Upstairs, in one particular room near the front of the building, two female ghosts are said to reside. Reportedly the spirits of two good-natured, mentally handicapped former patients, these two spirits are frequently read to by visitors in hopes of inspiring them to manifest themselves. Many people have reported odd sounds, disembodied voices, and EMF spikes in the room once they begin reading to the girls.

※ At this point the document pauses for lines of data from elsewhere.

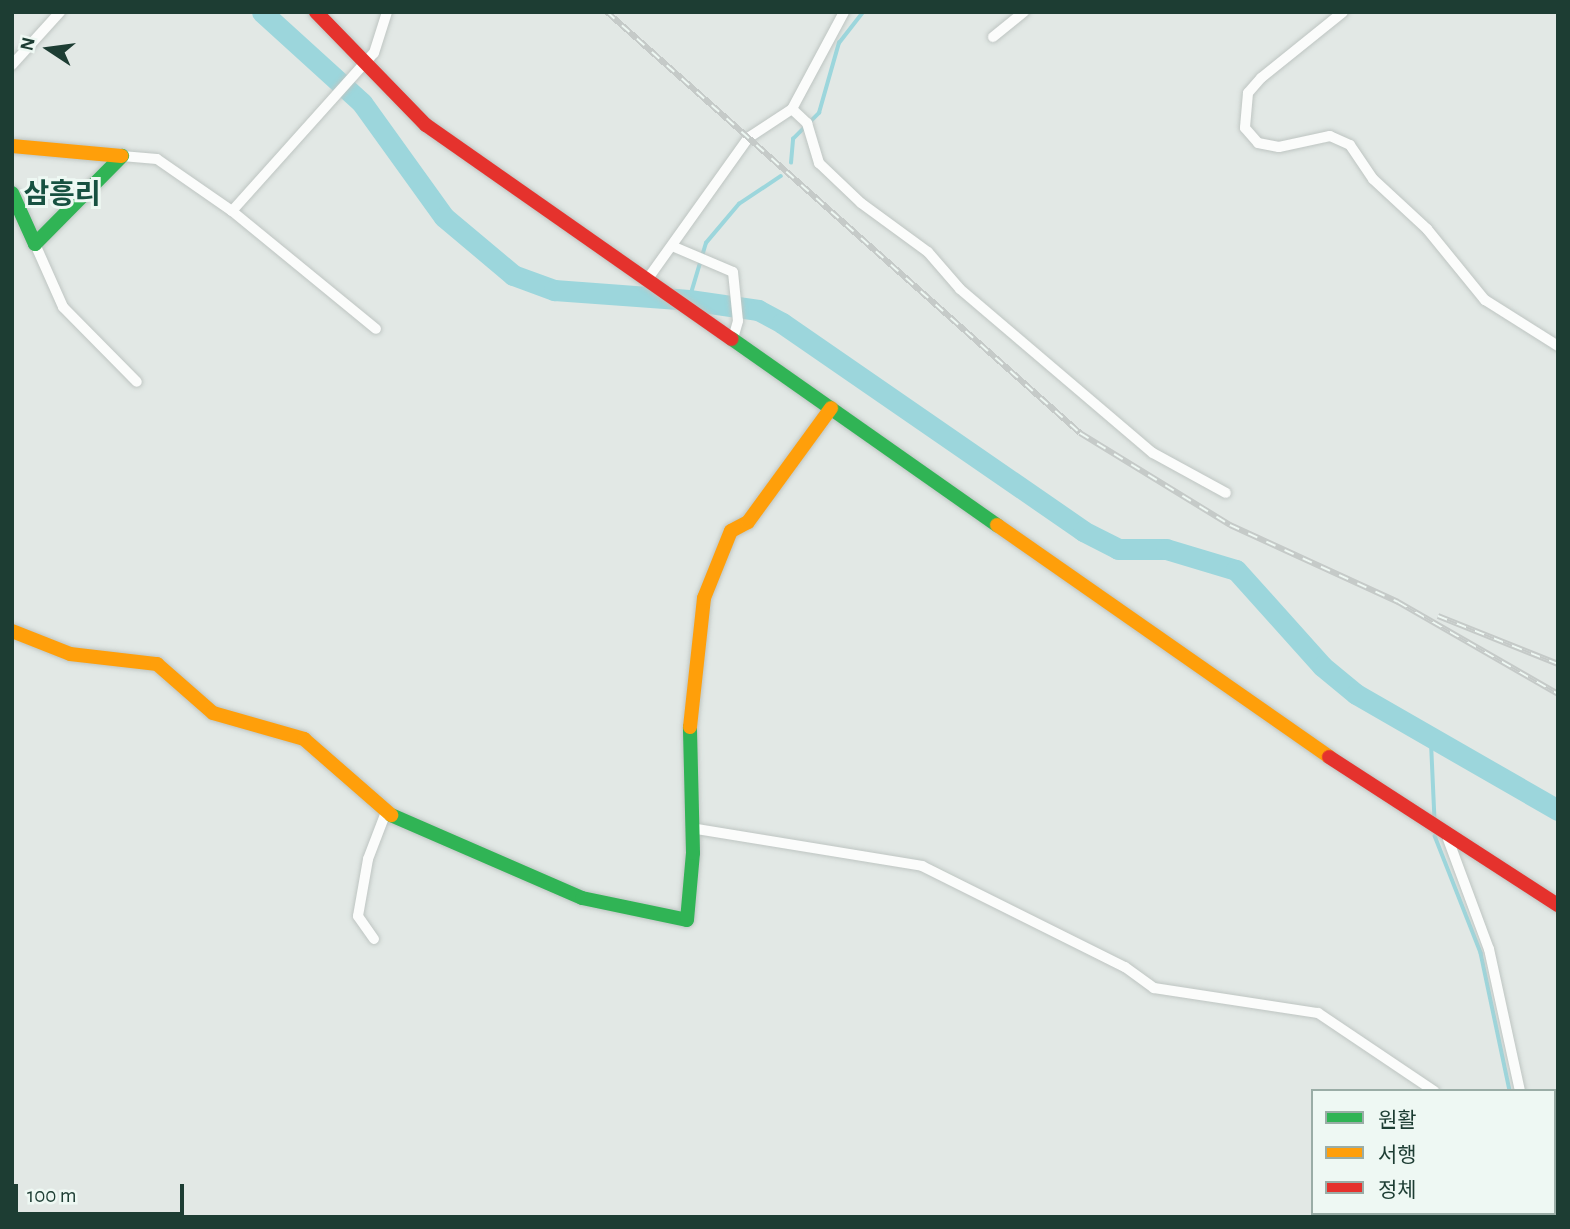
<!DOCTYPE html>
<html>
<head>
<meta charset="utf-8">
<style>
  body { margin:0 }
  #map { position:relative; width:1570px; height:1229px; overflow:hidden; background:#e2e8e5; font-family:"Alegreya Sans","Noto Sans KR",sans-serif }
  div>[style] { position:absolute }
  .stream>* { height:3.5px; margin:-1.75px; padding:0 1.75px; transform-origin:1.75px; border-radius:1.75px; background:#9cd6dc }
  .river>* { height:21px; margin:-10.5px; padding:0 10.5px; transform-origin:10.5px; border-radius:10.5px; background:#9cd6dc }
  .roads { filter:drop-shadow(0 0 2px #bec5c2) drop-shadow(0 0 2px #bec5c2) }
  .street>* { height:10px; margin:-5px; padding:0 5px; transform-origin:5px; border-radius:5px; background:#fbfcfb }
  .fast>* { height:14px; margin:-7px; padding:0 7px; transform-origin:7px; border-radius:7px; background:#30b455 }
  .slow>* { height:14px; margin:-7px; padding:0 7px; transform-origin:7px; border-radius:7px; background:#ff9f0a }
  .jam>* { height:14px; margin:-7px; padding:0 7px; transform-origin:7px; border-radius:7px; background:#e5322d }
  .rail>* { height:6px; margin-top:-3px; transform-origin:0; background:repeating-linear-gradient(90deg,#eef8f3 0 10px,#c5cac8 0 20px); box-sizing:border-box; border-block:2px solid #c5cac8 }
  span { translate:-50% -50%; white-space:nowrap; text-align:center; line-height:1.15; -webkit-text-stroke:6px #eef8f3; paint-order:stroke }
  .quarter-label { font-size:28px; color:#175141; font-weight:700 }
  .frame { position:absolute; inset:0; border:14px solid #1d3d33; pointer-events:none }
  .legend { position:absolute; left:1311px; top:1089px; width:245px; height:126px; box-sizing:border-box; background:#eef8f3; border:2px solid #9aada6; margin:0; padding:9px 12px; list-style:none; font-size:21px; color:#1d3d33 }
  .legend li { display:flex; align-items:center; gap:14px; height:35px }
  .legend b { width:35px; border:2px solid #9aada6 }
  .north { position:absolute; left:14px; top:14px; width:70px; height:70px; -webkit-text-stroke:5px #eef8f3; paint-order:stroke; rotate:283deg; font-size:19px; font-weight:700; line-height:28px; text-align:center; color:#1d3d33 }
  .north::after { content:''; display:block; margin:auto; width:24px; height:32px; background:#1d3d33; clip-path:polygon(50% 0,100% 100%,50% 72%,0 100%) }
  .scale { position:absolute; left:14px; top:1184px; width:170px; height:32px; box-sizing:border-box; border:4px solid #1d3d33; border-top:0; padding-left:9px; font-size:21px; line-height:24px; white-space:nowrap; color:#1d3d33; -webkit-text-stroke:5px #eef8f3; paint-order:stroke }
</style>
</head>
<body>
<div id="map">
  <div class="stream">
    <i style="left:791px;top:163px;width:24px;rotate:-85deg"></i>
    <i style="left:793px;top:139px;width:37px;rotate:-45deg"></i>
    <i style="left:819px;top:113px;width:73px;rotate:-74.1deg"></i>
    <i style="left:839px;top:43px;width:39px;rotate:-52deg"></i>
    <i style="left:689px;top:300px;width:59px;rotate:-73.4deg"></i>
    <i style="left:706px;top:243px;width:51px;rotate:-49.8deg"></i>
    <i style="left:739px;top:204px;width:50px;rotate:-33.7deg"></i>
    <i style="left:1431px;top:732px;width:89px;rotate:87.4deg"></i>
    <i style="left:1435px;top:836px;width:126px;rotate:68.5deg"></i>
    <i style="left:1481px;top:953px;width:141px;rotate:78.1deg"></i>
    <i style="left:1525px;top:1213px;width:4px;rotate:76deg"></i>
  </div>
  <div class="river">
    <i style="left:262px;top:12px;width:135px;rotate:42.3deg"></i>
    <i style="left:362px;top:103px;width:140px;rotate:54.3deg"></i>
    <i style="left:444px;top:217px;width:90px;rotate:40deg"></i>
    <i style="left:513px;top:275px;width:44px;rotate:20.1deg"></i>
    <i style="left:554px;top:290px;width:135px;rotate:4.2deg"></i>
    <i style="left:689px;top:300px;width:70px;rotate:8.2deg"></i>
    <i style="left:758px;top:310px;width:27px;rotate:28deg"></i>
    <i style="left:782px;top:323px;width:366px;rotate:34.6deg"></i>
    <i style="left:1083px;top:531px;width:39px;rotate:27deg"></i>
    <i style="left:1118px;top:549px;width:48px"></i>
    <i style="left:1166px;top:549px;width:73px;rotate:16.7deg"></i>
    <i style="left:1236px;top:570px;width:129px;rotate:48.1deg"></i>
    <i style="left:1322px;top:666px;width:44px;rotate:39.5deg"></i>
    <i style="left:1356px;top:694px;width:233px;rotate:29.9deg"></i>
  </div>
  <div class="roads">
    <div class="street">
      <i style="left:1343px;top:12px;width:105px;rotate:141.2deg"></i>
      <i style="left:1261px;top:78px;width:20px;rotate:131deg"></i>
      <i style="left:1248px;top:93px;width:35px;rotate:95deg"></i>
      <i style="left:1245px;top:128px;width:20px;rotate:49deg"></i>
      <i style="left:1258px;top:143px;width:21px;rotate:11deg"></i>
      <i style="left:1279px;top:147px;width:52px;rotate:-12.2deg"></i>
      <i style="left:1330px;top:136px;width:22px;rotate:24deg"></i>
      <i style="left:1350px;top:145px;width:41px;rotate:55.9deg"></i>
      <i style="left:1373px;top:179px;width:74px;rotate:42.8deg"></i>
      <i style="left:1427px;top:229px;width:92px;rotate:50.8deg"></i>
      <i style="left:1485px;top:300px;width:86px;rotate:32.2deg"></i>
      <i style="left:993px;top:37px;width:40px;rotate:-39deg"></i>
      <i style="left:12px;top:65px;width:72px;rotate:-47.8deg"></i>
      <i style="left:792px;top:109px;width:21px;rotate:43deg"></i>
      <i style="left:807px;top:123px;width:42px;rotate:73.3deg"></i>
      <i style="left:819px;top:163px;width:58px;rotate:43.6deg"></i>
      <i style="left:861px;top:203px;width:83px;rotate:36.2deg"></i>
      <i style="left:928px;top:252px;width:49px;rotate:49.1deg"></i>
      <i style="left:960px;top:289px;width:253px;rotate:40.4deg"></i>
      <i style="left:1153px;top:453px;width:83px;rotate:28.7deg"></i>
      <i style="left:122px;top:156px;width:35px;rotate:5deg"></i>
      <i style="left:157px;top:159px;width:91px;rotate:34.7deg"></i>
      <i style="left:232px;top:211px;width:212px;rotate:-48.1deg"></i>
      <i style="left:374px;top:53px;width:43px;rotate:-72.4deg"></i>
      <i style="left:232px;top:211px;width:186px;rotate:39.3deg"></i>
      <i style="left:35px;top:244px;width:69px;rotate:66deg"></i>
      <i style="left:63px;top:307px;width:105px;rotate:45.4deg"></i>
      <i style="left:672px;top:246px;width:66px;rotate:23.1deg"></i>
      <i style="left:733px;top:272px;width:49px;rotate:84.2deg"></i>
      <i style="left:738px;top:321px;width:18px;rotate:106deg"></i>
      <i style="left:649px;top:277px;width:171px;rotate:-54.5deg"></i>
      <i style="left:748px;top:138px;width:53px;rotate:-33.4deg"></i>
      <i style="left:792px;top:109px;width:110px;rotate:-61.8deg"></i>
      <i style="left:691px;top:828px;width:234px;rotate:9.3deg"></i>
      <i style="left:922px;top:866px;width:227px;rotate:26.5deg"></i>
      <i style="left:1125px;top:967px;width:36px;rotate:36deg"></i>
      <i style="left:1154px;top:988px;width:166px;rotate:8.7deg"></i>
      <i style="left:1318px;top:1013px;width:140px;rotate:33.9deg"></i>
      <i style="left:1448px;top:839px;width:117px;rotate:69.6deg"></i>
      <i style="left:1489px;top:949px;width:145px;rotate:77.7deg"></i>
      <i style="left:374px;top:939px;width:28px;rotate:-125deg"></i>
      <i style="left:358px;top:916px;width:58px;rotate:-80deg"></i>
      <i style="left:368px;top:859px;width:50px;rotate:-69deg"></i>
      <i style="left:1554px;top:1138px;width:4px;rotate:14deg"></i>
      <i style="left:1554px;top:1184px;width:6px;rotate:-51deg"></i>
      <i style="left:1534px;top:1217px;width:4px;rotate:-90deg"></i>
    </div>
    <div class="fast">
      <i style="left:12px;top:193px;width:56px;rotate:65.7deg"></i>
      <i style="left:35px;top:244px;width:124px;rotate:-45.3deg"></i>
      <i style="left:732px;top:339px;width:324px;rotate:35.1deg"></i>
      <i style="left:391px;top:815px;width:208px;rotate:23.5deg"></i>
      <i style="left:582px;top:898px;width:107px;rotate:11.8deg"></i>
      <i style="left:687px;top:920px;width:67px;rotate:-84.9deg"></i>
      <i style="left:693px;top:853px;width:126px;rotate:-91.4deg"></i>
    </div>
    <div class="slow">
      <i style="left:12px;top:146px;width:110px;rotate:5.2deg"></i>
      <i style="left:997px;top:525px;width:405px;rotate:34.9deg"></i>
      <i style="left:12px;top:631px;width:62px;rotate:21.6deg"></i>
      <i style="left:70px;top:654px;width:88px;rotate:6.6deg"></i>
      <i style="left:157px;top:664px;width:74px;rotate:41.2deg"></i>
      <i style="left:213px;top:713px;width:95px;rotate:15.9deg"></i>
      <i style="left:304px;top:739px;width:116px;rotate:41.1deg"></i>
      <i style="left:690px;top:727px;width:130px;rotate:-83.8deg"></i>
      <i style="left:704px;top:598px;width:72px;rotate:-68.1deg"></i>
      <i style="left:731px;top:531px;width:19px;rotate:-28deg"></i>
      <i style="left:748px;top:522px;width:141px;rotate:-53.9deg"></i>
    </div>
    <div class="jam">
      <i style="left:316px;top:12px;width:158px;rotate:45.8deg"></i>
      <i style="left:426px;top:125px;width:373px;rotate:35deg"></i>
      <i style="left:1329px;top:757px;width:273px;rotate:32.9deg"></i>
    </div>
  </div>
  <div class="rail">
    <i style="left:607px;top:12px;width:633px;rotate:41.67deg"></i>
    <i style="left:1080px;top:433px;width:176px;rotate:31.5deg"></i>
    <i style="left:1230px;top:525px;width:185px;rotate:24.6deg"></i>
    <i style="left:1398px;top:602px;width:185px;rotate:29.9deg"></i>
    <i style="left:1438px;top:616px;width:129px;rotate:21.8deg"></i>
  </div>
  <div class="quarter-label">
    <span style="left:62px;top:195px">삼흥리</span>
  </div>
  <div class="frame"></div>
  <ul class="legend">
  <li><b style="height:9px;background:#30b455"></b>원활</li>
  <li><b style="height:9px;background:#ff9f0a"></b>서행</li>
  <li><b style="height:9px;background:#e5322d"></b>정체</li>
  </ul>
  <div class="north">N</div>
  <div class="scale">100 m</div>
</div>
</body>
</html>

Beyond these reports, strange things have been encountered all throughout Ashmore Estates, from disembodied voices, potential EVPs, anomalous photographs, shadow figures, odd smells, and shifting furniture; almost everyone who has come to visit Ashmore Estates has left with some unexplainable story to share.

The building has become famous in paranormal circles in recent years, particularly after appearances on Travel Channel’s Ghost Adventures, Syfy’s Ghost Hunters, and in movies like Children of the Grave II. In many ways, Ashmore Estates has come to personify the next generation of ‘famously haunted’ paranormal locations in the US, being redeveloped to include cabins, bathrooms, showers, partial kitchens, presentation space, and wall-and-ceiling infrared lights to support night vision filming. Ashmore Estates now books tours and overnights months in advance, and it seems it only gets more in-demand with each passing year. So though it started life as a poor farm, Ashmore Estates has since gained a wealth of ghost stories and paranormal encounters.